_YOUR TASK_
Exactly as they stand, give the records below again, with no images.

_DATA SUPPLIED_
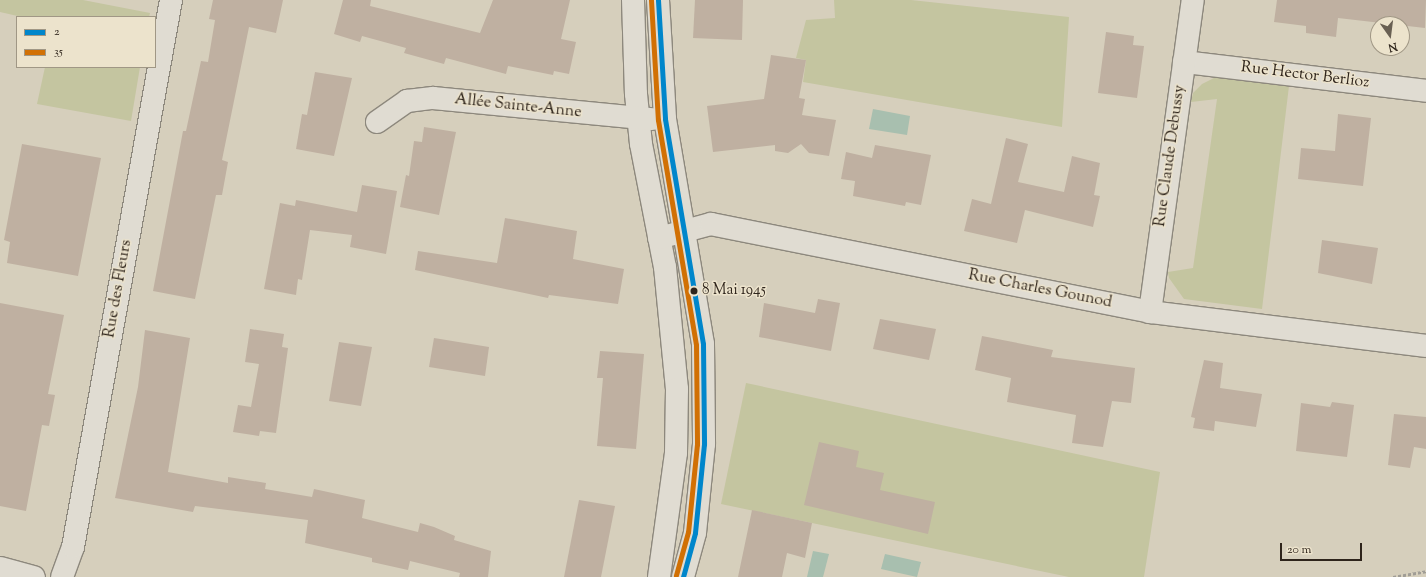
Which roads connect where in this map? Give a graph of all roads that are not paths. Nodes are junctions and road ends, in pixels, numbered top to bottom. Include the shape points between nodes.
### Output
1 (172, 0) edge
2 (633, 0) edge
3 (658, 0) edge
4 (1193, 0) edge
5 (1184, 62) junction
6 (1426, 91) edge
7 (665, 119) junction
8 (638, 120) junction
9 (377, 122) dead end
10 (686, 231) junction
11 (659, 238) junction
12 (1150, 312) junction
13 (1426, 346) edge
14 (0, 568) edge
15 (34, 577) edge
16 (62, 577) edge
17 (659, 577) edge
18 (683, 577) edge

1 - 16 street, Rue des Fleurs via 73,547
2 - 8 street
3 - 7 street
4 - 5 street, Rue Claude Debussy
5 - 6 street, Rue Hector Berlioz
5 - 12 street, Rue Claude Debussy
7 - 8 street, Allée Sainte-Anne
7 - 10 street
8 - 9 street, Allée Sainte-Anne via 433,98 407,101
8 - 11 street
10 - 11 street, Rue Charles Gounod
10 - 12 street, Rue Charles Gounod via 711,224
10 - 18 street via 703,344 704,444 695,533
11 - 17 street via 673,333 677,389 676,453
12 - 13 street, Rue Charles Gounod
14 - 15 street

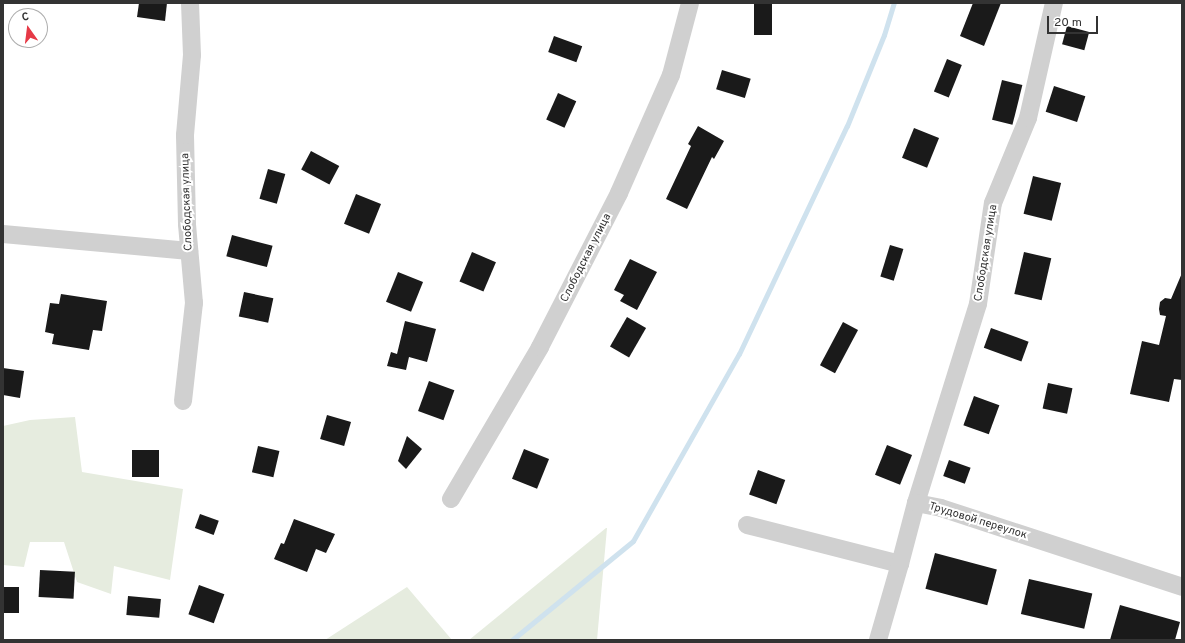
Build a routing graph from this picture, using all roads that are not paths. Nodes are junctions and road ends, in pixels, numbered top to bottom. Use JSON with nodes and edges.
{"nodes":[{"id":1,"x":190,"y":3,"type":"edge"},
{"id":2,"x":690,"y":3,"type":"edge"},
{"id":3,"x":1054,"y":3,"type":"edge"},
{"id":4,"x":3,"y":234,"type":"edge"},
{"id":5,"x":189,"y":251,"type":"junction"},
{"id":6,"x":183,"y":401,"type":"dead end"},
{"id":7,"x":451,"y":499,"type":"dead end"},
{"id":8,"x":916,"y":503,"type":"junction"},
{"id":9,"x":747,"y":525,"type":"dead end"},
{"id":10,"x":900,"y":564,"type":"junction"},
{"id":11,"x":1182,"y":587,"type":"edge"},
{"id":12,"x":878,"y":640,"type":"edge"}],
"edges":[{"from":1,"to":5,"type":"street","name":"Слободская улица"},
{"from":2,"to":7,"type":"street","name":"Слободская улица"},
{"from":3,"to":8,"type":"street","name":"Слободская улица"},
{"from":4,"to":5,"type":"street"},
{"from":5,"to":6,"type":"street","name":"Слободская улица"},
{"from":8,"to":10,"type":"street","name":"Трудовой переулок"},
{"from":8,"to":11,"type":"street","name":"Трудовой переулок"},
{"from":9,"to":10,"type":"street"},
{"from":10,"to":12,"type":"street","name":"Трудовой переулок"}]}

_OUTPUT_
Which roads connect where in this map? Give a graph of all roads that are not paths. Nodes are junctions and road ends, in pixels, numbered top to bottom. Include the shape points between nodes.
### Output
1 (172, 0) edge
2 (633, 0) edge
3 (658, 0) edge
4 (1193, 0) edge
5 (1184, 62) junction
6 (1426, 91) edge
7 (665, 119) junction
8 (638, 120) junction
9 (377, 122) dead end
10 (686, 231) junction
11 (659, 238) junction
12 (1150, 312) junction
13 (1426, 346) edge
14 (0, 568) edge
15 (34, 577) edge
16 (62, 577) edge
17 (659, 577) edge
18 (683, 577) edge

1 - 16 street, Rue des Fleurs via 73,547
2 - 8 street
3 - 7 street
4 - 5 street, Rue Claude Debussy
5 - 6 street, Rue Hector Berlioz
5 - 12 street, Rue Claude Debussy
7 - 8 street, Allée Sainte-Anne
7 - 10 street
8 - 9 street, Allée Sainte-Anne via 433,98 407,101
8 - 11 street
10 - 11 street, Rue Charles Gounod
10 - 12 street, Rue Charles Gounod via 711,224
10 - 18 street via 703,344 704,444 695,533
11 - 17 street via 673,333 677,389 676,453
12 - 13 street, Rue Charles Gounod
14 - 15 street

Build a routing graph from this picture, using all roads that are not paths. Nodes are junctions and road ends, in pixels, numbered top to bottom. Use JSON with nodes and edges.
{"nodes":[{"id":1,"x":190,"y":3,"type":"edge"},
{"id":2,"x":690,"y":3,"type":"edge"},
{"id":3,"x":1054,"y":3,"type":"edge"},
{"id":4,"x":3,"y":234,"type":"edge"},
{"id":5,"x":189,"y":251,"type":"junction"},
{"id":6,"x":183,"y":401,"type":"dead end"},
{"id":7,"x":451,"y":499,"type":"dead end"},
{"id":8,"x":916,"y":503,"type":"junction"},
{"id":9,"x":747,"y":525,"type":"dead end"},
{"id":10,"x":900,"y":564,"type":"junction"},
{"id":11,"x":1182,"y":587,"type":"edge"},
{"id":12,"x":878,"y":640,"type":"edge"}],
"edges":[{"from":1,"to":5,"type":"street","name":"Слободская улица"},
{"from":2,"to":7,"type":"street","name":"Слободская улица"},
{"from":3,"to":8,"type":"street","name":"Слободская улица"},
{"from":4,"to":5,"type":"street"},
{"from":5,"to":6,"type":"street","name":"Слободская улица"},
{"from":8,"to":10,"type":"street","name":"Трудовой переулок"},
{"from":8,"to":11,"type":"street","name":"Трудовой переулок"},
{"from":9,"to":10,"type":"street"},
{"from":10,"to":12,"type":"street","name":"Трудовой переулок"}]}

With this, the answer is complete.